Saturday, May 29, 2010
The Red Shoes, which I saw last weekend for the first time (I was determined to inform my impression through the recent restoration overseen by none other than Martin Scorsese), is one of the few films to have fully realized what movies can do; what they were capable of at the time (1948) and what they'll ever be capable of. I can count on one hand the number of films that have so overwhelmed my senses as The Red Shoes has, leaving me in a state akin to shock and unable, for days, to talk in any specific way about what I had seen. And I probably wouldn't need the whole hand.
I walked into it knowing nothing - to my surprise, the film is more influenced by than based on the Hans Christian Anderson fairy tale from which it takes its name - and came out knowing everything. The feel of the night air. The sensation of opening night, just before the curtain is drawn, the time in which anything is possible, for both the audience and the performers. Love, lust, betrayal, and heartbreak. The transportive, ethereal feeling of a fully-expressed work of art. The way light dances in the shadows and explodes with the slightest provocation.

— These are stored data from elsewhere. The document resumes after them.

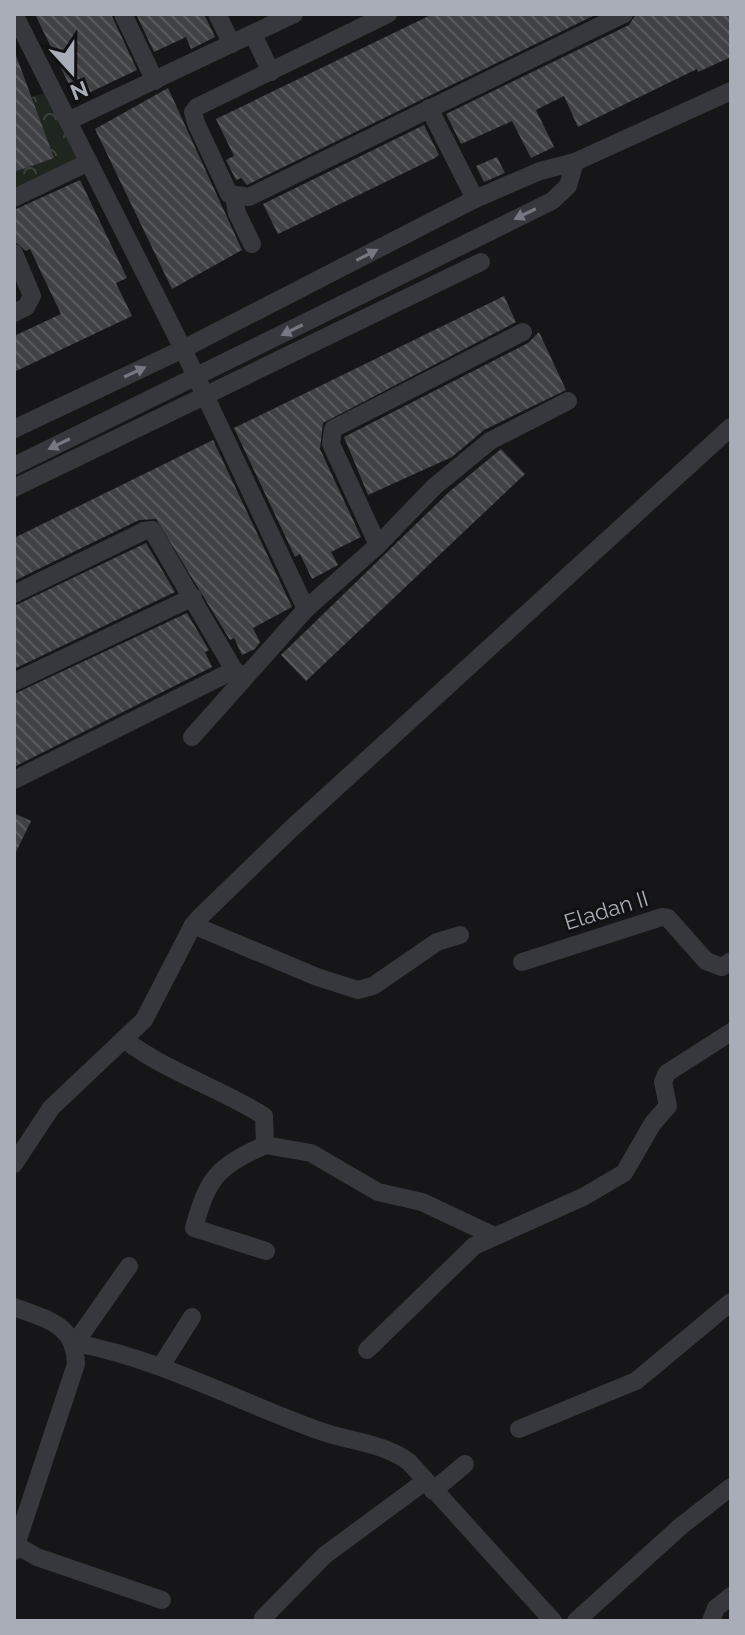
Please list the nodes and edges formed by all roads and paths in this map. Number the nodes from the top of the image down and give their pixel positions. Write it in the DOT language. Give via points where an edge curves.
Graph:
graph roads {
  1 [pos="14,14"];
  2 [pos="123,14"];
  3 [pos="217,14"];
  4 [pos="294,14"];
  5 [pos="388,14"];
  6 [pos="624,14"];
  7 [pos="253,34"];
  8 [pos="19,36"];
  9 [pos="232,44"];
  10 [pos="271,72"];
  11 [pos="155,81"];
  12 [pos="731,91"];
  13 [pos="429,108"];
  14 [pos="68,121"];
  15 [pos="89,162"];
  16 [pos="575,162"];
  17 [pos="234,197"];
  18 [pos="14,198"];
  19 [pos="475,199"];
  20 [pos="252,244"];
  21 [pos="14,253"];
  22 [pos="481,262"];
  23 [pos="14,313"];
  24 [pos="523,332"];
  25 [pos="183,349"];
  26 [pos="195,378"];
  27 [pos="202,397"];
  28 [pos="568,401"];
  29 [pos="731,427"];
  30 [pos="14,429"];
  31 [pos="14,466"];
  32 [pos="14,488"];
  33 [pos="378,545"];
  34 [pos="14,594"];
  35 [pos="193,597"];
  36 [pos="306,609"];
  37 [pos="240,674"];
  38 [pos="14,682"];
  39 [pos="192,737"];
  40 [pos="14,780"];
  41 [pos="193,925"];
  42 [pos="460,935"];
  43 [pos="731,961"];
  44 [pos="522,962"];
  45 [pos="731,1032"];
  46 [pos="125,1040"];
  47 [pos="265,1145"];
  48 [pos="14,1164"];
  49 [pos="492,1235"];
  50 [pos="266,1251"];
  51 [pos="129,1266"];
  52 [pos="731,1302"];
  53 [pos="14,1307"];
  54 [pos="192,1317"];
  55 [pos="75,1343"];
  56 [pos="367,1350"];
  57 [pos="161,1366"];
  58 [pos="519,1429"];
  59 [pos="465,1464"];
  60 [pos="429,1487"];
  61 [pos="731,1487"];
  62 [pos="15,1548"];
  63 [pos="731,1596"];
  64 [pos="162,1600"];
  65 [pos="263,1618"];
  66 [pos="553,1621"];
  67 [pos="576,1621"];
  68 [pos="711,1621"];
  1 -- 8 [label="street"];
  2 -- 11 [label="street"];
  3 -- 9 [label="street"];
  4 -- 7 [label="street"];
  5 -- 10 [label="street"];
  6 -- 13 [label="street"];
  7 -- 9 [label="street"];
  7 -- 10 [label="street"];
  8 -- 14 [label="street"];
  9 -- 11 [label="street"];
  10 -- 17 [label="street" via="193,112 203,143"];
  11 -- 14 [label="street"];
  12 -- 16 [label="street"];
  13 -- 17 [label="street" via="249,197"];
  13 -- 19 [label="street"];
  14 -- 15 [label="street"];
  15 -- 18 [label="street"];
  15 -- 25 [label="street"];
  16 -- 19 [label="street"];
  16 -- 26 [label="street, one-way" via="568,186 552,201"];
  17 -- 20 [label="street"];
  25 -- 19 [label="street, one-way"];
  21 -- 23 [label="street" via="32,296"];
  22 -- 27 [label="street"];
  24 -- 33 [label="street" via="333,429 331,444"];
  25 -- 26 [label="street"];
  30 -- 25 [label="street, one-way"];
  26 -- 27 [label="street"];
  26 -- 31 [label="street, one-way"];
  27 -- 32 [label="street"];
  27 -- 36 [label="street"];
  28 -- 33 [label="street" via="468,457"];
  29 -- 41 [label="street"];
  33 -- 36 [label="street"];
  34 -- 35 [label="street" via="152,530"];
  35 -- 37 [label="street"];
  35 -- 38 [label="street"];
  36 -- 37 [label="street"];
  37 -- 39 [label="street"];
  37 -- 40 [label="street"];
  41 -- 42 [label="street" via="358,990 373,986 429,946"];
  41 -- 46 [label="street" via="150,1011"];
  43 -- 44 [label="street, Eladan II" via="722,967 711,965 662,917"];
  45 -- 49 [label="street" via="667,1073 663,1082 668,1106 624,1173 583,1197"];
  46 -- 47 [label="street" via="155,1063 264,1116"];
  46 -- 48 [label="street" via="51,1108"];
  47 -- 49 [label="street" via="311,1153 378,1192 422,1202"];
  47 -- 50 [label="street" via="226,1163 205,1188 194,1228"];
  49 -- 56 [label="street" via="474,1246"];
  51 -- 55 [label="street"];
  52 -- 58 [label="street" via="636,1381"];
  53 -- 55 [label="street" via="47,1320"];
  54 -- 57 [label="street"];
  55 -- 57 [label="street"];
  55 -- 62 [label="street" via="76,1364"];
  57 -- 60 [label="street" via="325,1432 391,1449"];
  59 -- 60 [label="street"];
  60 -- 65 [label="street" via="325,1555"];
  60 -- 66 [label="street"];
  61 -- 67 [label="street"];
  62 -- 64 [label="street"];
  63 -- 68 [label="street" via="716,1608"];
}
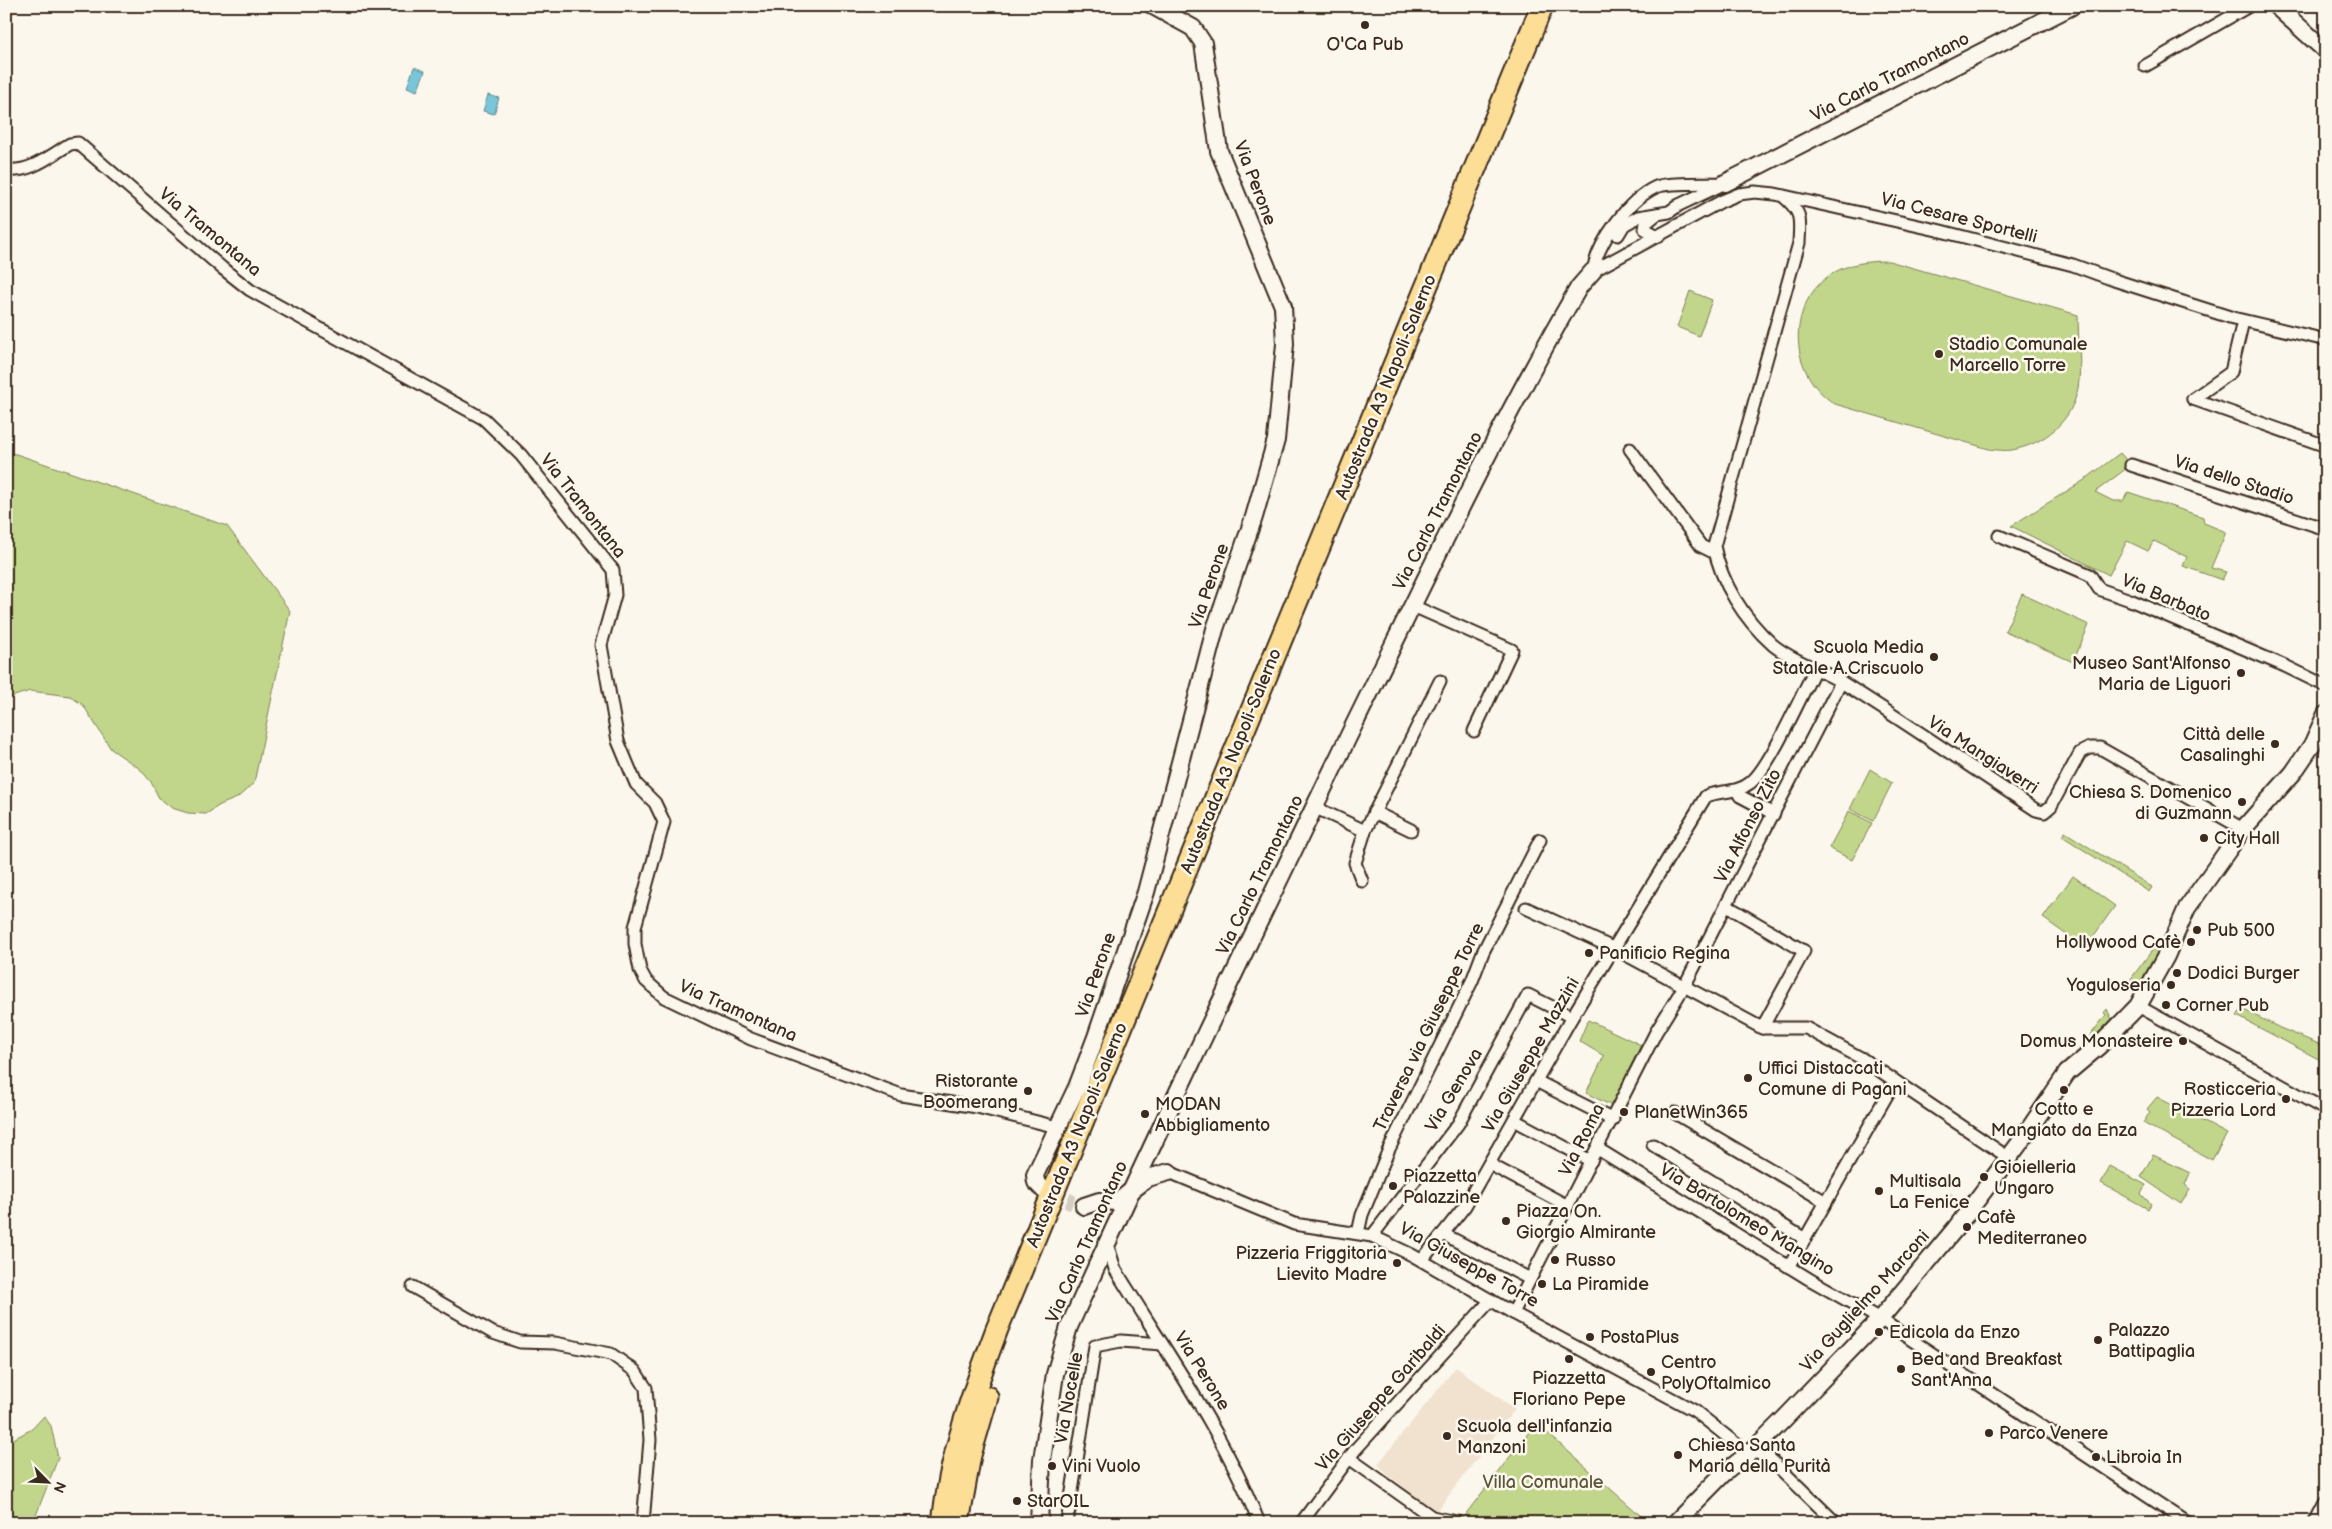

Technicolor founders Herbert T. Kalmus and Natalie Kalmus are said to have hailed this as the best example of their three-strip process; no doubt they were speaking from a technical perspective, but I will gladly go a step further and say that color cinema itself would never know the extent of its possibilities had writers/directors/producers Michael Powell and Emeric Pressburger not taken this production upon themselves. It's not just the ballet sequence, which is so overwhelming I was at once begging for it to end and desperate for it to unspool forever more. It's the life they captured, the fairy-tale feel that seems so perfectly suited to Technicolor but was never totally appropriated until the moment the stream from the train propels into the air as Moira Shearer gazes off into the night. There are dozens more such moments in The Red Shoes.
I often disregard plot synopses in my writing, just as I skip them in my reading, and The Red Shoes is a perfect example of why. There is little point in doing so. The film is about the joy and the agony of giving everything you have to a concept that cannot be touched or held the way a lover can; what happens to elicit this is mere minutia.
Its highlight, the moment everything comes together in complete perfection, is the cinematic representation of the titular ballet the company puts on, with Vicky (Shearer) in the lead role. What begins as an audience's perspective on the proceedings soon transforms into something that could never take place in physical space, something that would be compared to painting if painting could move. Something that perfectly combines all of the crafts that form the art - costumes, production design, editing, cinematography, acting, music and sound - and creates a truly transcendent experience.
Doubtlessly this amazing print of The Red Shoes has already come and gone through your town - Portland is fortunate to receive such gifts, but still not fortunate enough to get them very quickly. It will be available in July through The Criterion Collection on DVD and Blu-Ray, and Lord will I have trouble resisting the urge to buy it.